DATASET EXCERPTS: Begin

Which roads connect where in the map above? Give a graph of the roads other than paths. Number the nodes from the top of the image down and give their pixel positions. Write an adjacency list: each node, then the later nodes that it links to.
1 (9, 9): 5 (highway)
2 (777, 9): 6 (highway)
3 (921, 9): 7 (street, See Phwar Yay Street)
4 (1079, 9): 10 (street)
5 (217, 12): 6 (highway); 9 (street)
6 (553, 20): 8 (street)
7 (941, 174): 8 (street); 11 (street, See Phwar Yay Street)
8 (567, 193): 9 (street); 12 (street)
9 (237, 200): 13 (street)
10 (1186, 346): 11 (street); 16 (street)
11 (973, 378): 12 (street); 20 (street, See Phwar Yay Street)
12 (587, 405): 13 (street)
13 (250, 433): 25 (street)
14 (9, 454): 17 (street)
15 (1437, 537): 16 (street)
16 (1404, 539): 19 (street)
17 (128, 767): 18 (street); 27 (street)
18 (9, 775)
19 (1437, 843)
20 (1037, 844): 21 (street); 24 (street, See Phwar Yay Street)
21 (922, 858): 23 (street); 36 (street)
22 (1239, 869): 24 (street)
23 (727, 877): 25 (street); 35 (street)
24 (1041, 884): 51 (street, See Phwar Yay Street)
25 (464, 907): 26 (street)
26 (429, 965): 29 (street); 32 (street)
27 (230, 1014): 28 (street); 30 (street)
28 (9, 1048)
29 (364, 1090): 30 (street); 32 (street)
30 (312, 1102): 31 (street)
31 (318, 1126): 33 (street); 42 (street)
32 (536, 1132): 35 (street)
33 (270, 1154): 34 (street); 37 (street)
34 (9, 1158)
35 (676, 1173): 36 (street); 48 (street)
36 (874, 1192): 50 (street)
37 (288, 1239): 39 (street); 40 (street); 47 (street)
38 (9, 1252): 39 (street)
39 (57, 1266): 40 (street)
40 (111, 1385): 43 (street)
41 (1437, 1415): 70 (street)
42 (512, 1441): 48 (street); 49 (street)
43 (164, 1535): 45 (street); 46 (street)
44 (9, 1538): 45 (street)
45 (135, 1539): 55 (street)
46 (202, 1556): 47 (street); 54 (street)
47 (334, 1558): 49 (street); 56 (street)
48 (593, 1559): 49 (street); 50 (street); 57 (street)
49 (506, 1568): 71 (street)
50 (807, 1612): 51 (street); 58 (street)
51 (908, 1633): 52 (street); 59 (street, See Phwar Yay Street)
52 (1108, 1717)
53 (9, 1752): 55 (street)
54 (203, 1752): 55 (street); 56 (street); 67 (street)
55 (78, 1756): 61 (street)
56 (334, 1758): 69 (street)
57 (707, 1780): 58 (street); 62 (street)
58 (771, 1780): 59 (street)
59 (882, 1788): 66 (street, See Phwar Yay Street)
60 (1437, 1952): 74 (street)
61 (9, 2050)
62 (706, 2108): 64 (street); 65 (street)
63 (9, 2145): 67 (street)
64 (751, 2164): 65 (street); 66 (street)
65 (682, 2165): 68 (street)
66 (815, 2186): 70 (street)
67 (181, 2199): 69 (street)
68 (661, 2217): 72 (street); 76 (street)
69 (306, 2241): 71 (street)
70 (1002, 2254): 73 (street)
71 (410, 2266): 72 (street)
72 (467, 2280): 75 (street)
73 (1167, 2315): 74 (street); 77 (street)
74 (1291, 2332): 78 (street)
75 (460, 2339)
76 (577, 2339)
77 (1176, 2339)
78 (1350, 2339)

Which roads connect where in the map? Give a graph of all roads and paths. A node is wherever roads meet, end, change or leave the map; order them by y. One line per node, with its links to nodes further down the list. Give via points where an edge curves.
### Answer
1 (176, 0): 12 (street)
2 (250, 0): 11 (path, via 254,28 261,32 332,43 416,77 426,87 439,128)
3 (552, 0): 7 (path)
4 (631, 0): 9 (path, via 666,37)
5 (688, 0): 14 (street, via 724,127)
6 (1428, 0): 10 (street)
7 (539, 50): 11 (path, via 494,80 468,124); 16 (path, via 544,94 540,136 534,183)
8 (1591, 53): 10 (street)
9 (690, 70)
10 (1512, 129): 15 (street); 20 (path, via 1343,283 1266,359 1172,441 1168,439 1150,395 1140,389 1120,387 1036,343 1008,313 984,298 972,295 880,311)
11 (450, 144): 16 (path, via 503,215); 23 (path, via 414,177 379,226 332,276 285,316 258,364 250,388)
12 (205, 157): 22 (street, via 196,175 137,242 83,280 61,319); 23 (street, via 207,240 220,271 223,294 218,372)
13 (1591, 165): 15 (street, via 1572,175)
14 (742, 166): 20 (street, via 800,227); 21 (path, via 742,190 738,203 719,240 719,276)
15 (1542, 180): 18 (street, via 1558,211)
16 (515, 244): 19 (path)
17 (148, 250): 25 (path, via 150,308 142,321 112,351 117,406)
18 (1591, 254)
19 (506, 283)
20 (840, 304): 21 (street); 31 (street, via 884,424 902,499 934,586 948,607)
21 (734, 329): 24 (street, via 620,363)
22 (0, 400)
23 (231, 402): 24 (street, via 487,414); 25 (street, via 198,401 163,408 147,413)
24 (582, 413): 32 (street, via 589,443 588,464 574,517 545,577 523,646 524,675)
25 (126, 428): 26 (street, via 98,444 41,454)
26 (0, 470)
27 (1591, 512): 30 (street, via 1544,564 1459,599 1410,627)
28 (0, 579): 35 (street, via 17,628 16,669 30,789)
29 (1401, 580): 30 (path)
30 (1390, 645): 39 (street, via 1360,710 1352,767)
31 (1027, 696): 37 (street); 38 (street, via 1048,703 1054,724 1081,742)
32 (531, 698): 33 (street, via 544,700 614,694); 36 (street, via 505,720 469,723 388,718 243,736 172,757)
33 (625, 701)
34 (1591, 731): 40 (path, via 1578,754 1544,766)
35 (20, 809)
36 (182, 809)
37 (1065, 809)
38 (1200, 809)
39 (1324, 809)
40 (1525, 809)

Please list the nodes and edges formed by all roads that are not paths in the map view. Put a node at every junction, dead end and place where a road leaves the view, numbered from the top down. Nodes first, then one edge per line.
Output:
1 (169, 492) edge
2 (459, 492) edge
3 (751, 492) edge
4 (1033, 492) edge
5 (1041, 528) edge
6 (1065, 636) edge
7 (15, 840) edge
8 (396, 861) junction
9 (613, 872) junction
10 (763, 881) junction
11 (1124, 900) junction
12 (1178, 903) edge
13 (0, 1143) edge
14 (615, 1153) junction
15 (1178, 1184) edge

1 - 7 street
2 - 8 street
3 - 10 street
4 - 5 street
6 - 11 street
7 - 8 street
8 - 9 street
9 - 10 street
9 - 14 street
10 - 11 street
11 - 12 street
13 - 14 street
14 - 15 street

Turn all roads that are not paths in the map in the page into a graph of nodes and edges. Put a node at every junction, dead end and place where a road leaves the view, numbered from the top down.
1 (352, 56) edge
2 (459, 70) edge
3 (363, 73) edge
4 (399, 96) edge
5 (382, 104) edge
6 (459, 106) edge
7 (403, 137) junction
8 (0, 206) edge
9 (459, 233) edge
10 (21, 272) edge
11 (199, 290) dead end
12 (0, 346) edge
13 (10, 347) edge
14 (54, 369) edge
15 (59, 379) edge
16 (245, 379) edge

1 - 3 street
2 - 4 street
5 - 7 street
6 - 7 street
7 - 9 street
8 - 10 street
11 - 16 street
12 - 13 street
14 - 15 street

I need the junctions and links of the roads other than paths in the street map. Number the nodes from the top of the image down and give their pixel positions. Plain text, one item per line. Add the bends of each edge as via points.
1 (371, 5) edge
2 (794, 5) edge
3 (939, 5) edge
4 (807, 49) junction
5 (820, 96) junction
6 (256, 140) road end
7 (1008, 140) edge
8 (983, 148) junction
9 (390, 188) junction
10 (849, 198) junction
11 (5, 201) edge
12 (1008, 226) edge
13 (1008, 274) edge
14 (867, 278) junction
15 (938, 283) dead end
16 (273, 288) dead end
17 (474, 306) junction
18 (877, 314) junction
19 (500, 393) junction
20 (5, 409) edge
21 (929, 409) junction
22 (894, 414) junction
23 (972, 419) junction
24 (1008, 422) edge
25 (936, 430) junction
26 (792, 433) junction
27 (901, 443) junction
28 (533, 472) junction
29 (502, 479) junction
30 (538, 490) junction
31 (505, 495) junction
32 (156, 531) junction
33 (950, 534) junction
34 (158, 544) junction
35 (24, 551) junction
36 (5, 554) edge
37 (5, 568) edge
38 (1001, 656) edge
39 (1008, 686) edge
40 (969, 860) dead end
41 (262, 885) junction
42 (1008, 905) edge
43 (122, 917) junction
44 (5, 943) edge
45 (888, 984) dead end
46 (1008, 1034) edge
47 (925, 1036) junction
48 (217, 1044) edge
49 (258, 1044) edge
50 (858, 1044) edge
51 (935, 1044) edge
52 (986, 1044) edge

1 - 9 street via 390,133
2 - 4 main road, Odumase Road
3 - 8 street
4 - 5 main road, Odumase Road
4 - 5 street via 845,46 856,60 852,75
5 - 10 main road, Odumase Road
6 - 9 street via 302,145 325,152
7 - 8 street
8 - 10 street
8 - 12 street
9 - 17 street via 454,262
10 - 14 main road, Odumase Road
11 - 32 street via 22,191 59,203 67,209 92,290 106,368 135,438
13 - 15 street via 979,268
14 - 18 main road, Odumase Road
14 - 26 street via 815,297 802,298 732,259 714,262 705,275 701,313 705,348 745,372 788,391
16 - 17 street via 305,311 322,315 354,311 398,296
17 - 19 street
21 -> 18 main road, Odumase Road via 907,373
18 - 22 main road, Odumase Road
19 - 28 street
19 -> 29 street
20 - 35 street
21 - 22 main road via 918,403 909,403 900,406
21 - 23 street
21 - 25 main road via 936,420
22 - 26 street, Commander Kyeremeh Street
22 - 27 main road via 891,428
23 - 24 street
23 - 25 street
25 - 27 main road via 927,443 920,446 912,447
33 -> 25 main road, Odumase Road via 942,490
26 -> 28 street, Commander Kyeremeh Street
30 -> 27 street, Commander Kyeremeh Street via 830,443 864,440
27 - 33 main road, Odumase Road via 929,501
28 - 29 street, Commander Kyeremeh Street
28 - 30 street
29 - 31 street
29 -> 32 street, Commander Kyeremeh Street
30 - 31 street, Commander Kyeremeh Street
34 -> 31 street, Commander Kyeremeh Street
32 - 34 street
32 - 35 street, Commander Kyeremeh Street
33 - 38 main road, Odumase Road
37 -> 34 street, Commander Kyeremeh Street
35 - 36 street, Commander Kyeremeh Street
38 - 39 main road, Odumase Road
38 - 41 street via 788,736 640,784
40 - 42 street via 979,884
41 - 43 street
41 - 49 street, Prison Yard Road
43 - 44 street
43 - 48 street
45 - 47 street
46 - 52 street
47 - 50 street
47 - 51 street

DATASET EXCERPTS: End

> [WORK ORDER]:
All lines with the word "Phwar" are needed; pull them from the entries and copy each.

> [EXERCISE RESULT]:
3 (921, 9): 7 (street, See Phwar Yay Street)
7 (941, 174): 8 (street); 11 (street, See Phwar Yay Street)
11 (973, 378): 12 (street); 20 (street, See Phwar Yay Street)
20 (1037, 844): 21 (street); 24 (street, See Phwar Yay Street)
24 (1041, 884): 51 (street, See Phwar Yay Street)
51 (908, 1633): 52 (street); 59 (street, See Phwar Yay Street)
59 (882, 1788): 66 (street, See Phwar Yay Street)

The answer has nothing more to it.